第12話 体育祭のあとさき、ぎこちない距離感

体育祭の熱狂が嘘のように過ぎ去り、週が明けると、学校はすっかり日常の顔を取り戻していた。

教室には、日焼けした顔や、少しだけ気の抜けたような空気が漂っている。俺、相川翔太の隣には、もちろん白石陽菜さんが座っているわけだが……。

「お、おはよう、白石さん。」

「お、おはよう、相川くん。」

挨拶は交わす。でも、そこから先が続かない。

体育祭が終わってから、俺たちの間には、目に見えない壁のようなものができてしまった気がする。いや、壁というよりは、意識しすぎが生んだ、妙に分厚い空気の層、とでも言うべきか。

授業中、隣の気配をやけに感じてしまう。ノートを取る音、消しゴムを使う仕草。以前なら気にも留めなかったはずなのに、今はその一つ一つに心がざわつく。

ちらりと横を見ると、陽菜さんもどこか落ち着かない様子に見える。目が合うと、二人ともビクッとして、慌てて黒板に視線を戻す始末だ。

休み時間になっても、以前のように気軽に話しかけることができない。

体育祭前は、広報係の仕事という共通の目的があったから自然に話せたけど、それがなくなった今、どんな顔をして、何を話せばいいのか分からなくなってしまったのだ。

あの日の、教室での出来事――俺が思わず口走ってしまった言葉と、陽菜さんの真っ赤な顔が、頭から離れない。

俺は昼休みや放課後の時間を使って、体育祭で撮った写真の整理を進めていた。

クラスメイトたちの笑顔や頑張る姿を選び出し、共有フォルダにアップロードしていく。みんな、きっと喜んでくれるだろう。

問題は、陽菜さんの写真だ。

応援合戦で輝いていた写真、リレーの応援で見せた真剣な横顔……。特に良く撮れたと思う写真は、どれも陽菜さんへの特別な気持ちが表れてしまっているような気がして、クラスのみんなが見る共有フォルダに入れるのは、ためらわれた。

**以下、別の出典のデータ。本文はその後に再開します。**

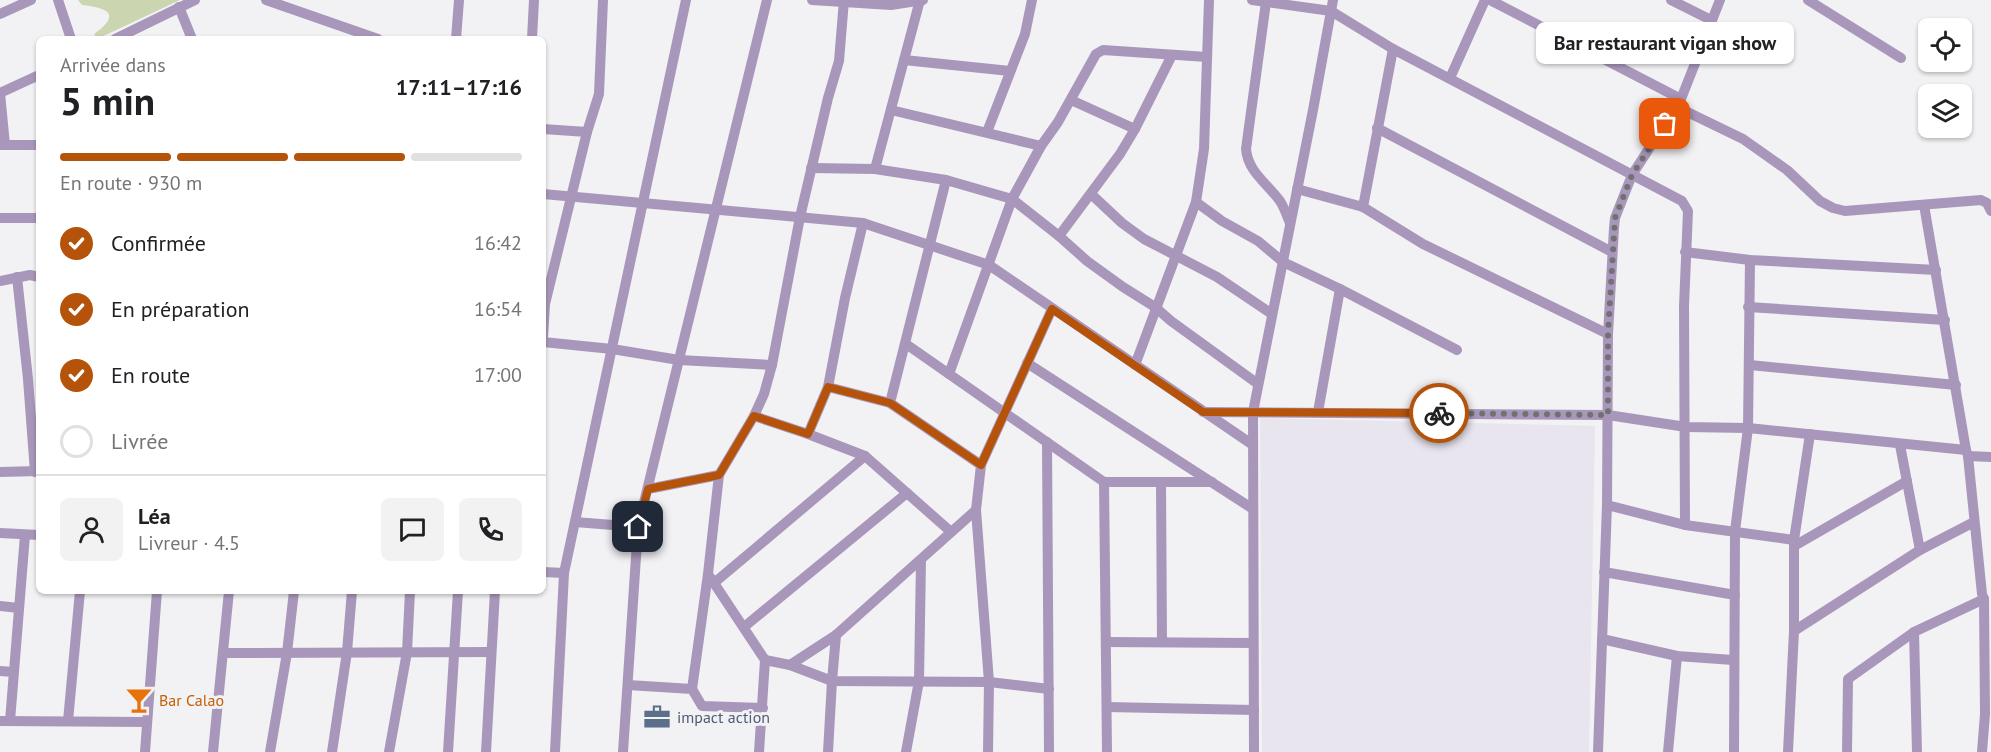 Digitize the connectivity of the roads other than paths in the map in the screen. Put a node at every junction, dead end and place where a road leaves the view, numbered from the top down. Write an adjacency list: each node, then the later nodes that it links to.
1 (31, 0): 25 (street)
2 (58, 0): 28 (street)
3 (195, 0): 24 (street)
4 (266, 0): 27 (street)
5 (458, 0): 31 (street)
6 (534, 0): 32 (street)
7 (603, 0): 48 (street)
8 (686, 0): 62 (street)
9 (767, 0): 66 (street)
10 (812, 0): 21 (street)
11 (920, 0): 12 (street); 21 (street); 37 (street)
12 (927, 0)
13 (1032, 0): 38 (street)
14 (1209, 0): 35 (street)
15 (1252, 0): 22 (street)
16 (1485, 0): 40 (street)
17 (1490, 0): 43 (street)
18 (1671, 0): 26 (street)
19 (1720, 0): 26 (street)
20 (1808, 0): 36 (street)
21 (844, 1): 53 (street)
22 (1266, 2): 23 (street); 72 (street)
23 (1332, 5): 33 (street); 57 (street)
24 (179, 8): 29 (street); 30 (street)
25 (0, 14)
26 (1711, 20): 43 (street)
27 (356, 35)
28 (70, 36)
29 (123, 36)
30 (192, 36)
31 (456, 36)
32 (532, 36)
33 (1393, 49): 40 (street); 45 (street)
34 (1172, 55): 35 (street); 42 (street); 47 (street)
35 (1207, 57): 63 (street)
36 (1901, 58)
37 (904, 60): 38 (street); 44 (street)
38 (1010, 71): 49 (street)
39 (36, 76): 41 (street)
40 (1450, 78): 55 (street)
41 (0, 93): 50 (street)
42 (1071, 100): 47 (street); 52 (street)
43 (1679, 103): 55 (street); 64 (street)
44 (891, 110): 49 (street); 54 (street)
45 (1377, 128): 65 (street); 75 (street)
46 (546, 129): 48 (street)
47 (1135, 129): 59 (street)
48 (587, 132): 60 (street)
49 (987, 132): 52 (street)
50 (2, 145): 51 (street)
51 (36, 145)
52 (1041, 146): 61 (street)
53 (811, 168): 54 (street); 70 (street)
54 (875, 169): 56 (street)
55 (1632, 175): 75 (street); 76 (street)
56 (946, 180): 61 (street); 74 (street)
57 (1297, 189): 65 (street); 72 (street)
58 (546, 194): 60 (street)
59 (1091, 194): 73 (street); 77 (street)
60 (572, 197): 62 (street); 86 (street)
61 (1012, 199): 73 (street); 80 (street)
62 (643, 202): 66 (street); 95 (street)
63 (1196, 202): 77 (street); 79 (street)
64 (1924, 205): 67 (street); 81 (street)
65 (1363, 207): 92 (street)
66 (716, 208): 70 (street); 97 (street)
67 (1991, 211)
68 (0, 218): 69 (street)
69 (36, 218)
70 (800, 218): 71 (street); 99 (street)
71 (863, 223): 74 (street); 106 (street)
72 (1290, 224): 79 (street)
73 (1059, 236): 87 (street)
74 (930, 245): 80 (street); 94 (street)
75 (1612, 252): 92 (street)
76 (1685, 252): 78 (street); 114 (street)
77 (1176, 257): 87 (street); 90 (street)
78 (1750, 260): 81 (street); 88 (street)
79 (1283, 262): 85 (street); 90 (street)
80 (988, 266): 89 (street); 102 (street)
81 (1936, 270): 91 (street)
82 (36, 276): 83 (street)
83 (17, 277): 84 (street); 103 (street)
84 (0, 281)
85 (1340, 289): 96 (street); 111 (street)
86 (546, 296)
87 (1155, 307): 100 (street); 104 (street)
88 (1748, 308): 91 (street); 101 (street)
89 (1052, 309): 98 (street); 100 (street)
90 (1272, 314): 104 (street)
91 (1945, 320): 105 (street)
92 (1608, 334): 112 (street)
93 (546, 342): 95 (street)
94 (906, 344): 102 (street); 107 (street)
95 (612, 349): 97 (street); 138 (street)
96 (1456, 351)
97 (679, 360): 99 (street); 133 (street)
98 (1028, 363): 108 (street); 132 (street)
99 (772, 365): 113 (street)
100 (1135, 365): 109 (street)
101 (1750, 365): 105 (street); 115 (street)
102 (949, 374): 108 (street)
103 (34, 377): 118 (street)
104 (1258, 384): 110 (street)
105 (1956, 385): 122 (street)
106 (828, 387): 107 (street); 116 (street)
107 (890, 403): 125 (street)
108 (1004, 412): 119 (street); 125 (street)
109 (1203, 412): 110 (street); 120 (street)
110 (1253, 412): 111 (street); 120 (street)
111 (1318, 412): 112 (street)
112 (1608, 415): 114 (street); 135 (street)
113 (754, 416): 116 (street); 128 (street)
114 (1686, 427): 115 (street); 140 (street)
115 (1748, 428): 117 (street); 143 (street)
116 (808, 434): 123 (street)
117 (1810, 434): 121 (street); 147 (street)
118 (36, 440)
119 (1047, 442): 130 (street); 191 (street)
120 (1253, 445): 136 (street)
121 (1900, 445): 122 (street); 129 (street)
122 (1967, 453): 124 (street); 139 (street)
123 (865, 456): 134 (street); 153 (street)
124 (1991, 458)
125 (981, 465): 137 (street)
126 (0, 472): 127 (street)
127 (36, 472)
128 (719, 475): 133 (street); 153 (street)
129 (1907, 481): 147 (street); 148 (street)
130 (1104, 482): 131 (street); 171 (street)
131 (1161, 482): 132 (street); 172 (street)
132 (1212, 482): 136 (street)
133 (648, 489): 141 (street)
134 (906, 493): 142 (street); 166 (street)
135 (1607, 505): 140 (street); 151 (street)
136 (1253, 509): 173 (street)
137 (976, 510): 142 (street); 188 (street)
138 (575, 522): 141 (street); 152 (street)
139 (1974, 522): 148 (street); 163 (street)
140 (1685, 525): 143 (street)
141 (638, 527): 189 (street)
142 (950, 531): 149 (street)
143 (1735, 531): 147 (street); 162 (street)
144 (0, 534): 145 (street)
145 (25, 535): 146 (street); 165 (street)
146 (36, 535)
147 (1795, 542): 167 (street)
148 (1920, 550): 167 (street)
149 (921, 560): 169 (street); 187 (street)
150 (546, 572): 152 (street)
151 (1604, 572): 162 (street); 170 (street)
152 (564, 573): 206 (street)
153 (711, 579): 166 (street); 190 (street)
154 (80, 594): 197 (street)
155 (157, 594): 198 (street)
156 (229, 594): 178 (street)
157 (294, 594): 179 (street)
158 (352, 594): 175 (street)
159 (410, 594): 176 (street)
160 (458, 594): 174 (street)
161 (495, 594): 177 (street)
162 (1735, 595): 182 (street)
163 (1986, 595): 168 (street); 195 (street)
164 (0, 606): 165 (street)
165 (19, 608): 185 (street)
166 (744, 627): 181 (street)
167 (1794, 631): 218 (street)
168 (1914, 632): 219 (street); 220 (street)
169 (836, 635): 183 (street); 186 (street)
170 (1602, 639): 180 (street); 215 (street)
171 (1106, 642): 172 (street); 192 (street)
172 (1162, 642): 173 (street)
173 (1253, 643): 194 (street)
174 (454, 651): 176 (street); 177 (street); 204 (street)
175 (347, 652): 176 (street); 179 (street); 202 (street)
176 (407, 652): 203 (street)
177 (491, 652): 205 (street)
178 (223, 653): 179 (street); 200 (street)
179 (286, 653): 201 (street)
180 (1677, 656): 182 (street); 216 (street)
181 (765, 660): 183 (street); 193 (street)
182 (1733, 660): 217 (street)
183 (790, 665): 186 (street)
184 (0, 671): 185 (street)
185 (14, 672): 196 (street)
186 (832, 681): 187 (street); 209 (street)
187 (919, 681): 188 (street); 210 (street)
188 (988, 682): 191 (street); 211 (street)
189 (628, 685): 190 (street); 207 (street)
190 (692, 689): 193 (street)
191 (1049, 689): 212 (street)
192 (1107, 707): 194 (street); 213 (street)
193 (763, 708): 208 (street)
194 (1254, 710): 214 (street)
195 (1988, 714): 221 (street)
196 (5, 721): 197 (street)
197 (68, 721): 198 (street)
198 (147, 722): 199 (street)
199 (144, 752)
200 (213, 752)
201 (270, 752)
202 (332, 752)
203 (389, 752)
204 (448, 752)
205 (486, 752)
206 (555, 752)
207 (623, 752)
208 (759, 752)
209 (828, 752)
210 (906, 752)
211 (988, 752)
212 (1049, 752)
213 (1107, 752)
214 (1254, 752)
215 (1598, 752)
216 (1668, 752)
217 (1734, 752)
218 (1788, 752)
219 (1847, 752)
220 (1917, 752)
221 (1982, 752)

かといって、陽菜さん本人に見せた時の、あの照れた嬉しそうな顔を思い出すと、このまま俺だけが持っているのも違う気がする……。

結局、結論は出せないまま、陽菜さんの写真データは一旦保留にすることにした。

そんなある日の休み時間。

陽菜さんが、もじもじとしながら俺の机に近づいてきた。

「あの……相川くん。これ、この前の……写真のお礼、と、体育祭、お疲れ様ってことで……。」

そう言って、小さな可愛らしい袋を俺の机の上にそっと置いた。中には、手作りっぽいクッキーが数枚入っている。

「あ、ありがとう……。わざわざ、ごめん。」

「う、ううん! じゃあ!」

陽菜さんはそれだけ言うと、パタパタと自分の友達の輪の中に戻っていってしまった。

俺は、手のひらに残るクッキーの袋の温かさと、ほんのり甘い香りに、どうしようもなく胸が締め付けられるのを感じていた。嬉しいのに、切ない。そんな複雑な気持ちだった。

「おい、相川。」

昼休み、屋上で一人、クッキーを食べていると、健太が呆れたような顔で隣に座った。

「体育祭終わってから、お前と白石さん、なんかめちゃくちゃギクシャクしてんぞ。見てるこっちがハラハラするわ。なんかあったんだろ、正直に言え。」

鋭い指摘に、俺は言葉を濁すしかない。

美咲さんも、陽菜さんの様子を心配しているのか、時々、俺たちのことを遠巻きに観察しているような気がする。

そんなぎこちなさが続く中、俺はふと、授業中に陽菜さんのノートの端に描かれた小さな落書きに気づいた。

応援で使ったメガホンと、クラスTシャツに描かれていた変なキャラクター。体育祭のことを思い出していたんだろうか。

俺の視線に気づいた陽菜さんは、はっとした顔で、慌ててノートを腕で隠した。その仕草がなんだか可愛くて、俺はまた心臓が跳ねるのを感じた。

放課後、写真の整理を一段落させ、一人で帰路につく。

陽菜さんとの間にできてしまった、この微妙な距離。

体育祭を通して、確かに近づいたはずなのに、今は前よりも遠く感じてしまう。

このままじゃいけない。そう思うのに、どうすればいいのか分からない。

迫ってくる期末テストのこと、そしてその先にある夏休みのこと。

日常は続いていくけれど、俺の心は、隣の席の君との関係に、大きく揺れ動いていた。